- [Exercise requirements] Take every line from the listing below that contains "path".

- [Exercise materials]
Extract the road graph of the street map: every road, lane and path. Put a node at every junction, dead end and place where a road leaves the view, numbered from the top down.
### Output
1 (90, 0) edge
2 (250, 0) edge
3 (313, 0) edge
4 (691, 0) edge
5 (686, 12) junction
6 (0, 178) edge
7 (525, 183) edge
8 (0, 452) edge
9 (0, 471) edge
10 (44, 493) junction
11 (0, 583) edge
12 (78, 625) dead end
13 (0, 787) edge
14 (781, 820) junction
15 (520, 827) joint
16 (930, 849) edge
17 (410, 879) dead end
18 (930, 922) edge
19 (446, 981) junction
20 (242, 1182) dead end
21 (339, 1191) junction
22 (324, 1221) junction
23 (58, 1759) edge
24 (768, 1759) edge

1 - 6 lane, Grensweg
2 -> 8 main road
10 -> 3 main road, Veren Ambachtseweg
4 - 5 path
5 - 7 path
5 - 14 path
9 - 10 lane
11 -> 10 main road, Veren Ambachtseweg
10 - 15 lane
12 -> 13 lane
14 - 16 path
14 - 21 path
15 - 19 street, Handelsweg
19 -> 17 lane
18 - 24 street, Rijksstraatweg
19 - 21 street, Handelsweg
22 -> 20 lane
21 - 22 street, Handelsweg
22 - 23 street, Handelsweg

- [Solution to the problem]
Extract the road graph of the street map: every road, lane and path. Put a node at every junction, dead end and place where a road leaves the view, numbered from the top down.
4 - 5 path
5 - 7 path
5 - 14 path
14 - 16 path
14 - 21 path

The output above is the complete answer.